---------- ENTRIES SUPPLIED ----------

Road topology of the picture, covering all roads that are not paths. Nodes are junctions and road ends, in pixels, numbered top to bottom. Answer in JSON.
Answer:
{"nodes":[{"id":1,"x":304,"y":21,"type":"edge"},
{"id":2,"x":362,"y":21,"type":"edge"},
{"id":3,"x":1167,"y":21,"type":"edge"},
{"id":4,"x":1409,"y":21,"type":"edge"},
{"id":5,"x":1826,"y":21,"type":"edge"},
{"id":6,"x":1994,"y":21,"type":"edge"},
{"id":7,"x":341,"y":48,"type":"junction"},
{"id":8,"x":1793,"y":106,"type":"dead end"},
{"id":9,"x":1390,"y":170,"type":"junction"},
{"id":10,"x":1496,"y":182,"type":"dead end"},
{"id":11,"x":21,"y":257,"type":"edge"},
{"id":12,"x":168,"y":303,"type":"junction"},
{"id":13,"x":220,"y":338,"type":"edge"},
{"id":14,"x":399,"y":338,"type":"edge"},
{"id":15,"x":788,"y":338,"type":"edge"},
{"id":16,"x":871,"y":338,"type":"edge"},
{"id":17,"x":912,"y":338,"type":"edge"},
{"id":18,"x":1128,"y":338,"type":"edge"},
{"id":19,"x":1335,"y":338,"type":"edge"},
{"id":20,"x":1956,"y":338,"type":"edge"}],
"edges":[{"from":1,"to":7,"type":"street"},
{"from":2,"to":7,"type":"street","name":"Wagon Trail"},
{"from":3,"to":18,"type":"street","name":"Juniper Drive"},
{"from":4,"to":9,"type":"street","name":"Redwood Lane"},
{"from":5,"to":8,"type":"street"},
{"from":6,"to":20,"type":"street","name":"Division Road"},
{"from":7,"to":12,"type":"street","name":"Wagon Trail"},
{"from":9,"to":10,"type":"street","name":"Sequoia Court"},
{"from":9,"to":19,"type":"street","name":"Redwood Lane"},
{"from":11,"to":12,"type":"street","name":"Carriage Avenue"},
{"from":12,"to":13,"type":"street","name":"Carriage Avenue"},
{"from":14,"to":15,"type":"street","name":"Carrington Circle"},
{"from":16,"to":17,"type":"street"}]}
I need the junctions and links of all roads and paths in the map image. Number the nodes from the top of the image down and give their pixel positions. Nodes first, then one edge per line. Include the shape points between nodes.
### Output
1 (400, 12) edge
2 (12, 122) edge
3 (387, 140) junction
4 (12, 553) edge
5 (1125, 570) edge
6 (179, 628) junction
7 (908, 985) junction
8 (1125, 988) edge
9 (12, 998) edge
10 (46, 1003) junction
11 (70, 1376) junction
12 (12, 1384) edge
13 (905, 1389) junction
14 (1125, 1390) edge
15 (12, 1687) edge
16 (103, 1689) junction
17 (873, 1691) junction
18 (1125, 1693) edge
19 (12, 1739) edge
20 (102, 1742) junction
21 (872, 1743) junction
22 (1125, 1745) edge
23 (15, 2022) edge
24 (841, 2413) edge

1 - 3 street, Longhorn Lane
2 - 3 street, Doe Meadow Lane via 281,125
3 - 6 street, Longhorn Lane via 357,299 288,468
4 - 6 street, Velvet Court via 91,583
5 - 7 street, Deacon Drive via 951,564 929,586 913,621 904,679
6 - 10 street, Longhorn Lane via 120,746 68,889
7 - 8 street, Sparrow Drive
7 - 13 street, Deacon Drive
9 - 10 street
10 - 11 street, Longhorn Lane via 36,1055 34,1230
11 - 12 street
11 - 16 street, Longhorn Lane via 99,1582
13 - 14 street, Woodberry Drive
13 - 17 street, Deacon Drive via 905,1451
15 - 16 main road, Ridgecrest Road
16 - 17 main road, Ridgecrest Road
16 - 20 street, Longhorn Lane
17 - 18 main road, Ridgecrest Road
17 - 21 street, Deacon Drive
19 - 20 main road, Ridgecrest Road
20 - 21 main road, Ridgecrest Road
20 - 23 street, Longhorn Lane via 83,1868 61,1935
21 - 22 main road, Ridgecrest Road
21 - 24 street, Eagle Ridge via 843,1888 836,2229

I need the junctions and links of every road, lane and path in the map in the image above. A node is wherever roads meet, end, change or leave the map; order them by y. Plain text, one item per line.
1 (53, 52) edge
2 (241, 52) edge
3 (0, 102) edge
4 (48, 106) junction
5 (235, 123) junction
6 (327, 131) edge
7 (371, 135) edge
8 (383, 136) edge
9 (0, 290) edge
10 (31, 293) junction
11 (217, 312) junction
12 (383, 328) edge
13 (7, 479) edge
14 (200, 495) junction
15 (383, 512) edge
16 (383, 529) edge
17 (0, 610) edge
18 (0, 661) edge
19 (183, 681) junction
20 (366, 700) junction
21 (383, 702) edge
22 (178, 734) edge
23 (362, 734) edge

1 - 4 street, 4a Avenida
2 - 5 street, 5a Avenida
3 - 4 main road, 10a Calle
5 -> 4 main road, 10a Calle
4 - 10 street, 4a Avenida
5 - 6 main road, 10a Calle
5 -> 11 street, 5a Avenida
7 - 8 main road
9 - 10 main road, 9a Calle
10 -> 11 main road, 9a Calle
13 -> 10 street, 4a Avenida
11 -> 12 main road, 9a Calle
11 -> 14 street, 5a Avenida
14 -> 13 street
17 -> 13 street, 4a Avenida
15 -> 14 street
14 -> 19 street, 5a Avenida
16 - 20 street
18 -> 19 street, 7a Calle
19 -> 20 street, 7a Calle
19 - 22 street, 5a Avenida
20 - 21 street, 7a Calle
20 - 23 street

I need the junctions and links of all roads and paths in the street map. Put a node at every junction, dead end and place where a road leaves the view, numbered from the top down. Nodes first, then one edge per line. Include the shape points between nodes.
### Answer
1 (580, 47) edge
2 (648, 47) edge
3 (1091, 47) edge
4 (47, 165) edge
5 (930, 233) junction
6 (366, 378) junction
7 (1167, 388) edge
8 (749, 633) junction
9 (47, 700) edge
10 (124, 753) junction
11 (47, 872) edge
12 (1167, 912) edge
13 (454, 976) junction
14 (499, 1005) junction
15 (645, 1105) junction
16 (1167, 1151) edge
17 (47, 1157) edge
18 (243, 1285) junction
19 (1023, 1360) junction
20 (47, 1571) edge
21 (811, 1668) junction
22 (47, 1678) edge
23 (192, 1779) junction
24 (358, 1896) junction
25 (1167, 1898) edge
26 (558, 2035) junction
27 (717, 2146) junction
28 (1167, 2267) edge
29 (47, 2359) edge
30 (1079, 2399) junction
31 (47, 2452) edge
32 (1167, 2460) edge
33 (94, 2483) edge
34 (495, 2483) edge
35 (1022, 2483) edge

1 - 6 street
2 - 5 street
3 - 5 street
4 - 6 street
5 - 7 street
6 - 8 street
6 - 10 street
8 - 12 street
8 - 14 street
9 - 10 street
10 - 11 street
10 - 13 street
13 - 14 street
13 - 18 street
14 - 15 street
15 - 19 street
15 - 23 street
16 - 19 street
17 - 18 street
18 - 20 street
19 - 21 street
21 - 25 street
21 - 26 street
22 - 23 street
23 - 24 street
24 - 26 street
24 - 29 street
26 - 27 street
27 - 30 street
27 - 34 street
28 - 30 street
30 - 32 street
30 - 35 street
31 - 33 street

----------

The answer should consist of every line from the listing above that includes the word "Deacon".

→ **ANSWER SPACE**
5 - 7 street, Deacon Drive via 951,564 929,586 913,621 904,679
7 - 13 street, Deacon Drive
13 - 17 street, Deacon Drive via 905,1451
17 - 21 street, Deacon Drive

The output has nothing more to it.